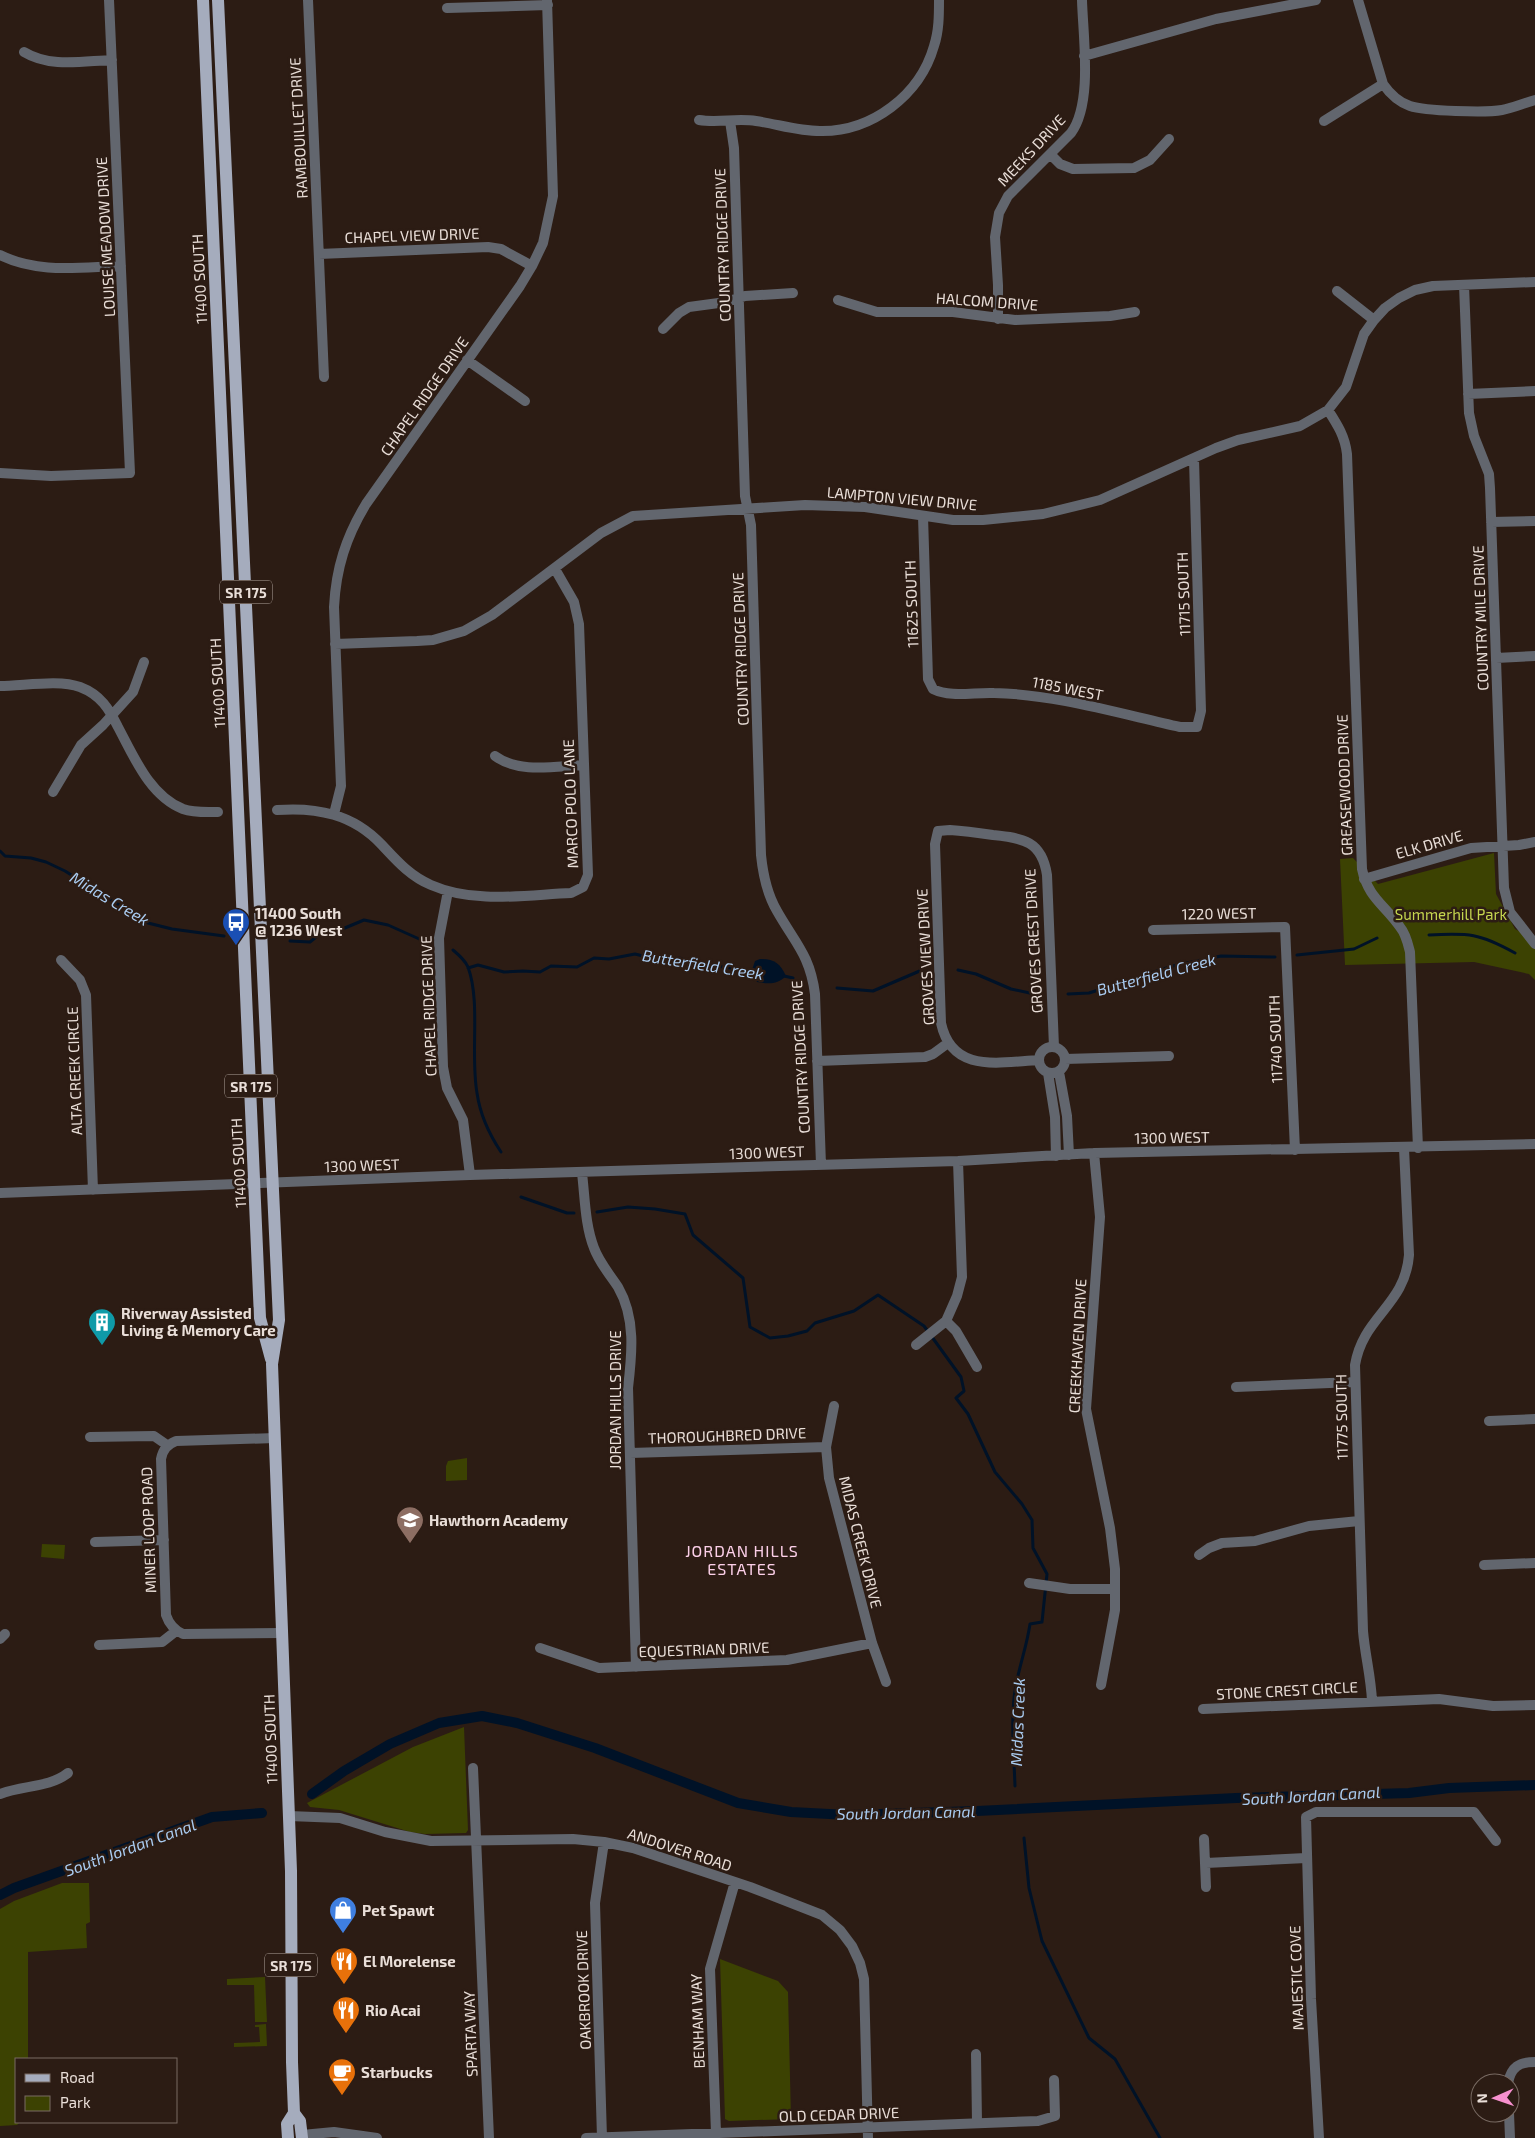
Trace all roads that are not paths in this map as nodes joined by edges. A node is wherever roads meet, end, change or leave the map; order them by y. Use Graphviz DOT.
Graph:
graph roads {
  1 [pos="109,0"];
  2 [pos="203,0"];
  3 [pos="218,0"];
  4 [pos="308,0"];
  5 [pos="939,0"];
  6 [pos="1082,0"];
  7 [pos="1316,0"];
  8 [pos="1358,0"];
  9 [pos="548,2"];
  10 [pos="447,8"];
  11 [pos="24,52"];
  12 [pos="1084,56"];
  13 [pos="112,60"];
  14 [pos="1383,84"];
  15 [pos="1535,100"];
  16 [pos="699,120"];
  17 [pos="730,120"];
  18 [pos="1324,120"];
  19 [pos="1169,139"];
  20 [pos="1050,154"];
  21 [pos="319,254"];
  22 [pos="0,255"];
  23 [pos="121,266"];
  24 [pos="532,266"];
  25 [pos="1535,282"];
  26 [pos="1464,285"];
  27 [pos="1337,291"];
  28 [pos="793,293"];
  29 [pos="739,298"];
  30 [pos="838,300"];
  31 [pos="1135,312"];
  32 [pos="998,319"];
  33 [pos="1374,320"];
  34 [pos="662,329"];
  35 [pos="467,360"];
  36 [pos="324,376"];
  37 [pos="1535,391"];
  38 [pos="1468,394"];
  39 [pos="525,402"];
  40 [pos="1328,410"];
  41 [pos="1194,459"];
  42 [pos="0,473"];
  43 [pos="748,509"];
  44 [pos="924,516"];
  45 [pos="1535,521"];
  46 [pos="1491,522"];
  47 [pos="555,569"];
  48 [pos="335,644"];
  49 [pos="1535,656"];
  50 [pos="1496,658"];
  51 [pos="144,662"];
  52 [pos="0,686"];
  53 [pos="933,689"];
  54 [pos="112,715"];
  55 [pos="1197,727"];
  56 [pos="495,756"];
  57 [pos="584,765"];
  58 [pos="53,792"];
  59 [pos="277,810"];
  60 [pos="218,812"];
  61 [pos="334,814"];
  62 [pos="938,831"];
  63 [pos="1535,842"];
  64 [pos="1502,845"];
  65 [pos="1364,879"];
  66 [pos="448,892"];
  67 [pos="1285,927"];
  68 [pos="1153,930"];
  69 [pos="1535,944"];
  70 [pos="61,960"];
  71 [pos="948,1043"];
  72 [pos="1054,1047"];
  73 [pos="1169,1056"];
  74 [pos="1065,1059"];
  75 [pos="1039,1060"];
  76 [pos="817,1061"];
  77 [pos="1059,1072"];
  78 [pos="1048,1073"];
  79 [pos="1535,1144"];
  80 [pos="1404,1148"];
  81 [pos="1418,1148"];
  82 [pos="1295,1150"];
  83 [pos="1094,1154"];
  84 [pos="1069,1155"];
  85 [pos="1056,1156"];
  86 [pos="958,1161"];
  87 [pos="821,1165"];
  88 [pos="582,1173"];
  89 [pos="470,1175"];
  90 [pos="274,1183"];
  91 [pos="255,1184"];
  92 [pos="93,1190"];
  93 [pos="0,1193"];
  94 [pos="946,1321"];
  95 [pos="916,1345"];
  96 [pos="272,1364"];
  97 [pos="977,1368"];
  98 [pos="1354,1382"];
  99 [pos="1236,1387"];
  100 [pos="834,1406"];
  101 [pos="1535,1419"];
  102 [pos="1489,1421"];
  103 [pos="90,1437"];
  104 [pos="275,1438"];
  105 [pos="167,1445"];
  106 [pos="826,1447"];
  107 [pos="630,1453"];
  108 [pos="1359,1522"];
  109 [pos="164,1540"];
  110 [pos="95,1542"];
  111 [pos="1199,1555"];
  112 [pos="1535,1563"];
  113 [pos="1484,1565"];
  114 [pos="1029,1583"];
  115 [pos="1115,1589"];
  116 [pos="176,1631"];
  117 [pos="282,1633"];
  118 [pos="872,1643"];
  119 [pos="99,1645"];
  120 [pos="540,1648"];
  121 [pos="636,1667"];
  122 [pos="886,1682"];
  123 [pos="1101,1685"];
  124 [pos="1372,1701"];
  125 [pos="1535,1705"];
  126 [pos="1203,1709"];
  127 [pos="473,1768"];
  128 [pos="68,1773"];
  129 [pos="0,1794"];
  130 [pos="288,1816"];
  131 [pos="1204,1839"];
  132 [pos="476,1840"];
  133 [pos="1496,1841"];
  134 [pos="604,1842"];
  135 [pos="1306,1858"];
  136 [pos="1206,1863"];
  137 [pos="735,1882"];
  138 [pos="1206,1887"];
  139 [pos="976,2054"];
  140 [pos="1535,2062"];
  141 [pos="1512,2073"];
  142 [pos="1054,2080"];
  143 [pos="294,2113"];
  144 [pos="977,2123"];
  145 [pos="1509,2123"];
  146 [pos="716,2133"];
  147 [pos="868,2133"];
  148 [pos="748,2135"];
  149 [pos="302,2136"];
  150 [pos="288,2138"];
  151 [pos="377,2138"];
  152 [pos="489,2138"];
  153 [pos="586,2138"];
  154 [pos="602,2138"];
  155 [pos="1320,2138"];
  156 [pos="1510,2138"];
  1 -- 13 [label="street, LOUISE MEADOW DRIVE"];
  2 -- 91 [label="main road, 11400 SOUTH / SR 175"];
  3 -- 90 [label="main road, 11400 SOUTH / SR 175"];
  4 -- 21 [label="street, RAMBOUILLET DRIVE"];
  5 -- 17 [label="street"];
  6 -- 12 [label="street, MEEKS DRIVE"];
  7 -- 12 [label="street"];
  8 -- 14 [label="street"];
  9 -- 10 [label="street"];
  9 -- 24 [label="street, CHAPEL RIDGE DRIVE"];
  11 -- 13 [label="street"];
  12 -- 20 [label="street, MEEKS DRIVE"];
  13 -- 23 [label="street, LOUISE MEADOW DRIVE"];
  14 -- 15 [label="street"];
  14 -- 18 [label="street"];
  16 -- 17 [label="street"];
  17 -- 29 [label="street, COUNTRY RIDGE DRIVE"];
  19 -- 20 [label="street"];
  20 -- 32 [label="street, MEEKS DRIVE"];
  21 -- 24 [label="street, CHAPEL VIEW DRIVE"];
  21 -- 36 [label="street, RAMBOUILLET DRIVE"];
  22 -- 23 [label="street"];
  23 -- 42 [label="street, LOUISE MEADOW DRIVE"];
  24 -- 35 [label="street, CHAPEL RIDGE DRIVE"];
  25 -- 26 [label="street, LAMPTON VIEW DRIVE"];
  26 -- 33 [label="street, LAMPTON VIEW DRIVE"];
  26 -- 38 [label="street, COUNTRY MILE DRIVE"];
  27 -- 33 [label="street"];
  28 -- 29 [label="street"];
  29 -- 34 [label="street"];
  29 -- 43 [label="street, COUNTRY RIDGE DRIVE"];
  30 -- 32 [label="street, HALCOM DRIVE"];
  31 -- 32 [label="street, HALCOM DRIVE"];
  33 -- 40 [label="street, LAMPTON VIEW DRIVE"];
  35 -- 39 [label="street"];
  35 -- 48 [label="street, CHAPEL RIDGE DRIVE"];
  37 -- 38 [label="street"];
  38 -- 46 [label="street, COUNTRY MILE DRIVE"];
  40 -- 41 [label="street, LAMPTON VIEW DRIVE"];
  40 -- 65 [label="street, GREASEWOOD DRIVE"];
  41 -- 44 [label="street, LAMPTON VIEW DRIVE"];
  41 -- 55 [label="street, 11715 SOUTH"];
  43 -- 44 [label="street, LAMPTON VIEW DRIVE"];
  43 -- 47 [label="street, LAMPTON VIEW DRIVE"];
  43 -- 76 [label="street, COUNTRY RIDGE DRIVE"];
  44 -- 53 [label="street, 11625 SOUTH"];
  45 -- 46 [label="street"];
  46 -- 50 [label="street, COUNTRY MILE DRIVE"];
  47 -- 48 [label="street, LAMPTON VIEW DRIVE"];
  47 -- 57 [label="street, MARCO POLO LANE"];
  48 -- 61 [label="street, CHAPEL RIDGE DRIVE"];
  49 -- 50 [label="street"];
  50 -- 64 [label="street, COUNTRY MILE DRIVE"];
  51 -- 54 [label="street"];
  52 -- 54 [label="street"];
  53 -- 55 [label="street, 1185 WEST"];
  54 -- 58 [label="street"];
  54 -- 60 [label="street"];
  56 -- 57 [label="street"];
  57 -- 66 [label="street, MARCO POLO LANE"];
  59 -- 61 [label="street, MARCO POLO LANE"];
  61 -- 66 [label="street, MARCO POLO LANE"];
  62 -- 71 [label="street, GROVES VIEW DRIVE"];
  62 -- 72 [label="street, GROVES CREST DRIVE"];
  63 -- 64 [label="street, ELK DRIVE"];
  64 -- 65 [label="street, ELK DRIVE"];
  64 -- 69 [label="street, COUNTRY MILE DRIVE"];
  65 -- 81 [label="street, GREASEWOOD DRIVE"];
  66 -- 89 [label="street, CHAPEL RIDGE DRIVE"];
  67 -- 68 [label="street, 1220 WEST"];
  67 -- 82 [label="street, 11740 SOUTH"];
  70 -- 92 [label="street, ALTA CREEK CIRCLE"];
  71 -- 75 [label="street, GROVES VIEW DRIVE"];
  71 -- 76 [label="street"];
  72 -- 74 [label="street"];
  72 -- 75 [label="street"];
  73 -- 74 [label="street"];
  74 -- 77 [label="street"];
  75 -- 78 [label="street"];
  76 -- 87 [label="street, COUNTRY RIDGE DRIVE"];
  77 -- 78 [label="street"];
  77 -- 84 [label="street"];
  78 -- 85 [label="street"];
  79 -- 81 [label="street, 1300 WEST"];
  80 -- 81 [label="street, 1300 WEST"];
  80 -- 82 [label="street, 1300 WEST"];
  80 -- 98 [label="street, 11775 SOUTH"];
  82 -- 83 [label="street, 1300 WEST"];
  83 -- 84 [label="street, 1300 WEST"];
  83 -- 115 [label="street, CREEKHAVEN DRIVE"];
  84 -- 85 [label="street, 1300 WEST"];
  85 -- 86 [label="street, 1300 WEST"];
  86 -- 87 [label="street, 1300 WEST"];
  86 -- 94 [label="street"];
  87 -- 88 [label="street, 1300 WEST"];
  88 -- 89 [label="street, 1300 WEST"];
  88 -- 107 [label="street, JORDAN HILLS DRIVE"];
  89 -- 90 [label="street, 1300 WEST"];
  90 -- 91 [label="street, 1300 WEST"];
  90 -- 96 [label="main road, 11400 SOUTH / SR 175"];
  91 -- 92 [label="street, 1300 WEST"];
  91 -- 96 [label="main road, 11400 SOUTH / SR 175"];
  92 -- 93 [label="street, 1300 WEST"];
  94 -- 95 [label="street"];
  94 -- 97 [label="street"];
  96 -- 104 [label="main road, 11400 SOUTH / SR 175"];
  98 -- 99 [label="street"];
  98 -- 108 [label="street, 11775 SOUTH"];
  100 -- 106 [label="street, MIDAS CREEK DRIVE"];
  101 -- 102 [label="street"];
  103 -- 105 [label="street"];
  104 -- 105 [label="street"];
  104 -- 117 [label="main road, 11400 SOUTH / SR 175"];
  105 -- 109 [label="street, MINER LOOP ROAD"];
  106 -- 107 [label="street, THOROUGHBRED DRIVE"];
  106 -- 118 [label="street, MIDAS CREEK DRIVE"];
  107 -- 121 [label="street, JORDAN HILLS DRIVE"];
  108 -- 111 [label="street"];
  108 -- 124 [label="street, 11775 SOUTH"];
  109 -- 110 [label="street"];
  109 -- 116 [label="street, MINER LOOP ROAD"];
  112 -- 113 [label="street"];
  114 -- 115 [label="street"];
  115 -- 123 [label="street, CREEKHAVEN DRIVE"];
  116 -- 117 [label="street"];
  116 -- 119 [label="street"];
  117 -- 130 [label="main road, 11400 SOUTH / SR 175"];
  118 -- 121 [label="street, EQUESTRIAN DRIVE"];
  118 -- 122 [label="street, MIDAS CREEK DRIVE"];
  120 -- 121 [label="street, EQUESTRIAN DRIVE"];
  124 -- 125 [label="street, STONE CREST CIRCLE"];
  124 -- 126 [label="street, STONE CREST CIRCLE"];
  127 -- 132 [label="street, SPARTA WAY"];
  128 -- 129 [label="street"];
  130 -- 132 [label="street, ANDOVER ROAD"];
  130 -- 143 [label="main road, 11400 SOUTH / SR 175"];
  131 -- 136 [label="street"];
  132 -- 134 [label="street, ANDOVER ROAD"];
  132 -- 152 [label="street, SPARTA WAY"];
  133 -- 135 [label="street, MAJESTIC COVE"];
  134 -- 137 [label="street, ANDOVER ROAD"];
  134 -- 154 [label="street, OAKBROOK DRIVE"];
  135 -- 136 [label="street"];
  135 -- 155 [label="street, MAJESTIC COVE"];
  136 -- 138 [label="street"];
  137 -- 146 [label="street, BENHAM WAY"];
  137 -- 147 [label="street, ANDOVER ROAD"];
  139 -- 144 [label="street"];
  140 -- 141 [label="street"];
  142 -- 144 [label="street, OLD CEDAR DRIVE"];
  143 -- 149 [label="main road, 11400 SOUTH / SR 175"];
  143 -- 150 [label="main road, 11400 SOUTH / SR 175"];
  144 -- 147 [label="street, OLD CEDAR DRIVE"];
  145 -- 156 [label="street"];
  146 -- 148 [label="street, OLD CEDAR DRIVE"];
  146 -- 154 [label="street, OLD CEDAR DRIVE"];
  147 -- 148 [label="street, OLD CEDAR DRIVE"];
  149 -- 151 [label="street"];
  153 -- 154 [label="street, OLD CEDAR DRIVE"];
}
- - - - - - -
# [Task instructions]
Return only the number of lines in the data that hold the string "CREST".

# [Your response]
3